Eviteremo di accodarci alla voce di chi festeggia la vittoria di un cantante di origini egiziane perché in aperta protesta all’attuale governo, per un semplice motivo: anche se qualunque cosa innervosisca Salvini e soci non può che farci piacere, per quanto ci (e lo) riguarda, Mahmood è italianissimo e milanesissimo. E chiunque si stupisca del fatto che lo sia, nel terzo millennio, ha un problema talmente grosso che non sarebbe certo questo articolo a risolverglielo. (Continua dopo la foto)
Parlando invece di musica, che è quello che ci interessa davvero, la serata di ieri è stata realmente epocale. Perché, paradossalmente, è più facile conquistare la classifica italiana che espugnare una roccaforte iper tradizionalista come Sanremo: un luogo dove prima d’ora era quasi impossibile che il rap e la musica urban trovassero spazio, men che meno ai piani alti della classifica. Finora, quasi tutti quelli che si erano presentati a Sanremo con un brano rap o con sonorità hip hop e R’n’B erano arrivati ultimi o quasi. Stavolta, la storia è andata in una direzione clamorosamente diversa.

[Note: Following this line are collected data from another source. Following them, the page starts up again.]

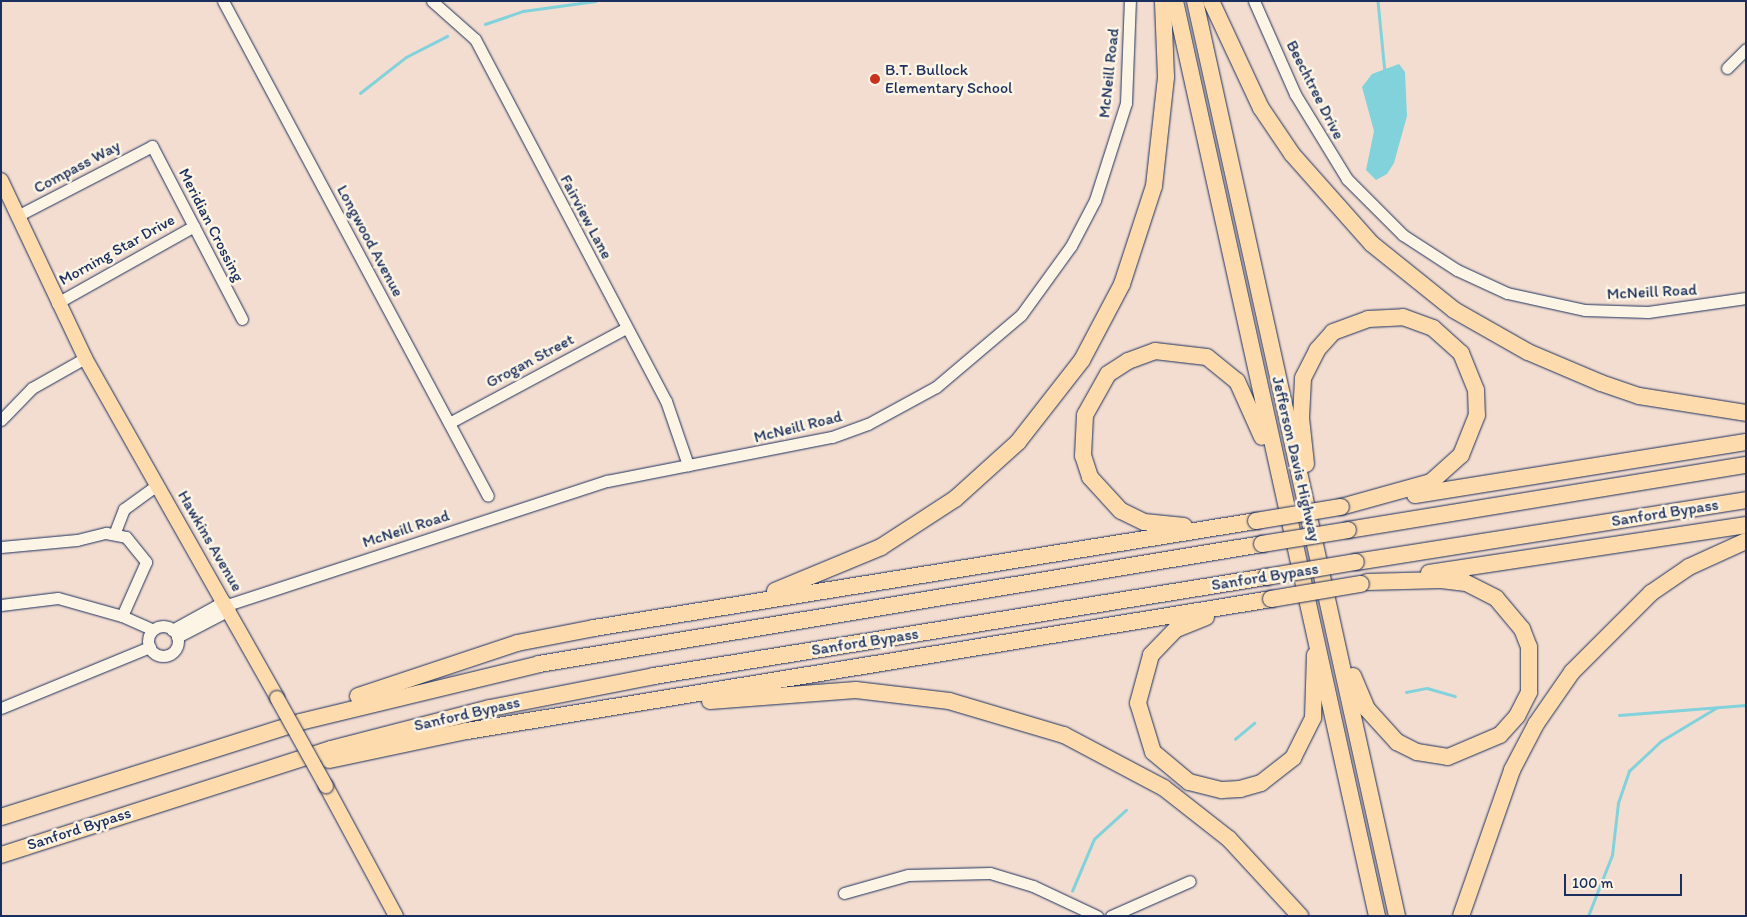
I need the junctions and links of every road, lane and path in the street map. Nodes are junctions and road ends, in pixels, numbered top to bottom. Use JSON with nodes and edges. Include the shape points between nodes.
{"nodes":[{"id":1,"x":223,"y":1,"type":"edge"},
{"id":2,"x":432,"y":1,"type":"edge"},
{"id":3,"x":1130,"y":1,"type":"edge"},
{"id":4,"x":1163,"y":1,"type":"edge"},
{"id":5,"x":1175,"y":1,"type":"edge"},
{"id":6,"x":1195,"y":1,"type":"edge"},
{"id":7,"x":1211,"y":1,"type":"edge"},
{"id":8,"x":1254,"y":1,"type":"edge"},
{"id":9,"x":1746,"y":49,"type":"edge"},
{"id":10,"x":1727,"y":68,"type":"dead end"},
{"id":11,"x":152,"y":146,"type":"joint"},
{"id":12,"x":1,"y":180,"type":"edge"},
{"id":13,"x":17,"y":216,"type":"junction"},
{"id":14,"x":194,"y":226,"type":"junction"},
{"id":15,"x":1746,"y":298,"type":"edge"},
{"id":16,"x":57,"y":303,"type":"junction"},
{"id":17,"x":1559,"y":306,"type":"joint"},
{"id":18,"x":242,"y":318,"type":"dead end"},
{"id":19,"x":626,"y":328,"type":"junction"},
{"id":20,"x":85,"y":358,"type":"junction"},
{"id":21,"x":1746,"y":413,"type":"edge"},
{"id":22,"x":1,"y":420,"type":"edge"},
{"id":23,"x":449,"y":423,"type":"junction"},
{"id":24,"x":1746,"y":442,"type":"edge"},
{"id":25,"x":688,"y":465,"type":"junction"},
{"id":26,"x":1746,"y":465,"type":"edge"},
{"id":27,"x":1280,"y":476,"type":"junction"},
{"id":28,"x":157,"y":485,"type":"junction"},
{"id":29,"x":1304,"y":493,"type":"junction"},
{"id":30,"x":488,"y":496,"type":"dead end"},
{"id":31,"x":1746,"y":500,"type":"edge"},
{"id":32,"x":1341,"y":507,"type":"junction"},
{"id":33,"x":1252,"y":522,"type":"junction"},
{"id":34,"x":1746,"y":524,"type":"edge"},
{"id":35,"x":116,"y":532,"type":"junction"},
{"id":36,"x":1746,"y":541,"type":"edge"},
{"id":37,"x":1,"y":547,"type":"edge"},
{"id":38,"x":1364,"y":583,"type":"junction"},
{"id":39,"x":1271,"y":599,"type":"junction"},
{"id":40,"x":1,"y":605,"type":"edge"},
{"id":41,"x":227,"y":605,"type":"junction"},
{"id":42,"x":122,"y":616,"type":"junction"},
{"id":43,"x":661,"y":616,"type":"junction"},
{"id":44,"x":152,"y":630,"type":"junction"},
{"id":45,"x":175,"y":633,"type":"junction"},
{"id":46,"x":1338,"y":645,"type":"junction"},
{"id":47,"x":1316,"y":646,"type":"junction"},
{"id":48,"x":150,"y":647,"type":"junction"},
{"id":49,"x":1,"y":708,"type":"edge"},
{"id":50,"x":588,"y":711,"type":"junction"},
{"id":51,"x":191,"y":755,"type":"junction"},
{"id":52,"x":145,"y":807,"type":"junction"},
{"id":53,"x":1,"y":817,"type":"edge"},
{"id":54,"x":1,"y":854,"type":"edge"},
{"id":55,"x":1190,"y":881,"type":"dead end"},
{"id":56,"x":844,"y":893,"type":"dead end"},
{"id":57,"x":396,"y":916,"type":"edge"},
{"id":58,"x":1097,"y":916,"type":"edge"},
{"id":59,"x":1111,"y":916,"type":"edge"},
{"id":60,"x":1300,"y":916,"type":"edge"},
{"id":61,"x":1377,"y":916,"type":"edge"},
{"id":62,"x":1397,"y":916,"type":"edge"},
{"id":63,"x":1461,"y":916,"type":"edge"}],
"edges":[{"from":1,"to":23,"type":"street","name":"Longwood Avenue"},
{"from":2,"to":19,"type":"street","name":"Fairview Lane","via":[[475,39]]},
{"from":3,"to":25,"type":"street","name":"McNeill Road","via":[[1126,103],[1113,155],[1071,246],[1021,315],[936,387],[868,424],[779,451]]},
{"from":4,"to":43,"type":"highway","via":[[1164,118],[1146,216],[1110,311],[1052,403],[976,482],[881,547],[776,590]]},
{"from":5,"to":27,"type":"highway","name":"Jefferson Davis Highway"},
{"from":6,"to":29,"type":"highway","name":"Jefferson Davis Highway"},
{"from":7,"to":21,"type":"highway","via":[[1261,108],[1292,154],[1372,244],[1439,298],[1528,352],[1601,384],[1639,396]]},
{"from":8,"to":17,"type":"street","name":"Beechtree Drive","via":[[1319,138],[1347,179],[1388,222],[1457,270],[1507,292]]},
{"from":9,"to":10,"type":"street"},
{"from":11,"to":13,"type":"street","name":"Compass Way"},
{"from":11,"to":14,"type":"street","name":"Meridian Crossing"},
{"from":12,"to":13,"type":"main road","name":"Hawkins Avenue"},
{"from":13,"to":16,"type":"main road","name":"Hawkins Avenue"},
{"from":14,"to":16,"type":"street","name":"Morning Star Drive"},
{"from":14,"to":18,"type":"street","name":"Meridian Crossing"},
{"from":15,"to":17,"type":"street","name":"McNeill Road","via":[[1648,312]]},
{"from":16,"to":20,"type":"main road","name":"Hawkins Avenue"},
{"from":19,"to":23,"type":"street","name":"Grogan Street"},
{"from":19,"to":25,"type":"street","name":"Fairview Lane","via":[[666,401]]},
{"from":20,"to":22,"type":"street","via":[[32,388]]},
{"from":20,"to":28,"type":"main road","name":"Hawkins Avenue"},
{"from":23,"to":30,"type":"street","name":"Longwood Avenue"},
{"from":24,"to":32,"type":"highway"},
{"from":25,"to":41,"type":"street","name":"McNeill Road","via":[[607,481]]},
{"from":26,"to":51,"type":"highway","name":"Sanford Bypass","bridge":true,"via":[[539,664],[369,703]]},
{"from":27,"to":33,"type":"highway","via":[[1250,402],[1237,381],[1206,358],[1155,351],[1128,360],[1108,374],[1094,393],[1085,415],[1083,456],[1090,477],[1109,501],[1144,522],[1171,526]]},
{"from":27,"to":47,"type":"highway","name":"Jefferson Davis Highway"},
{"from":28,"to":35,"type":"street","via":[[124,509]]},
{"from":28,"to":41,"type":"main road","name":"Hawkins Avenue"},
{"from":29,"to":32,"type":"highway","via":[[1307,462],[1301,392],[1303,378],[1317,350],[1333,332],[1359,321],[1386,316],[1420,322],[1447,338],[1471,372],[1477,415],[1472,434],[1461,455],[1440,477],[1414,489]]},
{"from":29,"to":46,"type":"highway","name":"Jefferson Davis Highway"},
{"from":31,"to":52,"type":"highway","name":"Sanford Bypass","bridge":true,"via":[[554,695],[331,748]]},
{"from":32,"to":33,"type":"highway","bridge":true},
{"from":33,"to":43,"type":"highway"},
{"from":34,"to":38,"type":"highway"},
{"from":35,"to":37,"type":"street"},
{"from":35,"to":42,"type":"street","via":[[136,545],[146,562]]},
{"from":36,"to":63,"type":"highway","via":[[1689,567],[1650,594],[1572,672],[1512,770]]},
{"from":38,"to":39,"type":"highway","bridge":true},
{"from":38,"to":46,"type":"highway","via":[[1449,581],[1466,583],[1496,598],[1522,629],[1529,647],[1528,692],[1517,716],[1500,735],[1477,748],[1448,757],[1417,752],[1397,742],[1372,715]]},
{"from":39,"to":47,"type":"highway","via":[[1176,629],[1151,655],[1138,703],[1146,739],[1163,764],[1189,782],[1222,790],[1261,783],[1276,773],[1293,758],[1313,718]]},
{"from":39,"to":50,"type":"highway"},
{"from":40,"to":42,"type":"street","via":[[58,598]]},
{"from":41,"to":45,"type":"street","name":"McNeill Road"},
{"from":41,"to":57,"type":"main road","name":"Hawkins Avenue","bridge":true},
{"from":42,"to":44,"type":"street"},
{"from":43,"to":51,"type":"highway","via":[[509,646],[207,746]]},
{"from":44,"to":45,"type":"street","via":[[162,626]]},
{"from":44,"to":48,"type":"street"},
{"from":45,"to":48,"type":"street","via":[[177,647],[166,656]]},
{"from":46,"to":62,"type":"highway","name":"Jefferson Davis Highway"},
{"from":47,"to":61,"type":"highway","name":"Jefferson Davis Highway"},
{"from":48,"to":49,"type":"street"},
{"from":50,"to":52,"type":"highway","via":[[342,757]]},
{"from":50,"to":60,"type":"highway","via":[[856,690],[949,701],[1015,718],[1064,735],[1164,788],[1229,839]]},
{"from":51,"to":53,"type":"highway","name":"Sanford Bypass"},
{"from":52,"to":54,"type":"highway","name":"Sanford Bypass"},
{"from":55,"to":59,"type":"street"},
{"from":56,"to":58,"type":"street","via":[[908,875],[990,873],[1033,886]]}]}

Mahmood, ventiseienne nato a Milano da padre egiziano e madre sarda, che ha scritto ritornelli per Fabri Fibra e Gué Pequeno, che è prodotto da Charlie Charles e Dardust, che è salito sul palco accompagnato da Gué, che si ispira a Beyoncé, Travis Scott e Jasmine Sullivan, ha vinto Sanremo, dopo aver già vinto anche Sanremo Giovani e il relativo premio della critica. Fino a qualche giorno fa, anche in sala stampa e tra gli addetti ai lavori, era considerata un’eventualità praticamente impossibile, e questo nonostante la sua Soldi fosse considerata unanimemente, e a ragione, una delle canzoni più belle in gara: quasi nessuno, però, era pronto a scommettere che sarebbe arrivata anche solo tra le prime dieci posizioni. E invece ha vinto proprio grazie al peso determinante delle giurie di qualità e della sala stampa, conquistando la critica. La seconda posizione è andata a Ultimo, un altro artista urban – nonostante il pezzo che ha presentato al festival urban non lo fosse più di quel tanto – prodotto da Honiro, che ha trionfato nel televoto. Il Volo, trio di tenorini che per molti erano i vincitori annunciati, si è dovuto accontentare della medaglia di bronzo. (Continua dopo la foto)
E ancora: dei quattro premi “minori”, tre sono stati vinti da Daniele Silvestri e Rancore per la loro Argentovivo. Nello specifico, si sono portati a casa il premio della critica Mia Martini, il premio della sala stampa radio & tv e quello per il miglior testo. Un’altra notizia sconvolgente, perché quando mai ci si poteva aspettare che un contesto così conservatore potesse arrivare ad ammettere la superiorità di un pezzo pesantemente influenzato dal rap rispetto a tutto il resto? Ma non basta, perché quasi tutti coloro che si presentavano con un brano rap e urban (fatta eccezione per Livio Cori e Nino D’Angelo, ultimi, penalizzati un po’ dalla loro performance altalenante e del sound azzoppato dall’autotune negato) si sono piazzati più che dignitosamente in classifica. Daniele Silvestri e Rancore sono arrivati sesti. Achille Lauro nono, nonostante la vergognosa campagna di Striscia la Notizia, a cui i sia lui che i suoi fan hanno reagito benissimo, con grande compattezza ed ironia, seppellendo di pernacchie Staffelli e compagnia (non) cantante. Ghemon dodicesimo, e non era scontato, perché ha portato un brano difficilissimo in tutti i sensi. Shade e Briga diciottesimi e ventunesimi, ma comunque davanti a nomi molto più quotati dai bookmaker come Nek, Anna Tatangelo, Einar.
Con questo Sanremo 2019 abbiamo assistito a un vero e proprio miracolo, ma la cosa migliore è che non è un miracolo irripetibile. Qualcosa è cambiato davvero, finalmente, e sappiamo con certezza che d’ora in avanti è possibile presentarsi sul palco dell’Ariston portando se stessi e la propria musica senza compromessi, anche quando quella musica deriva direttamente dall’hip hop, il genere incompreso tra gli incompresi. Attenzione, però, perché superpoteri comportano super responsabilità: ora che ci siamo conquistati anche il Tempio della Canzone Italiana, speriamo che la qualità delle proposte non si abbassi mai.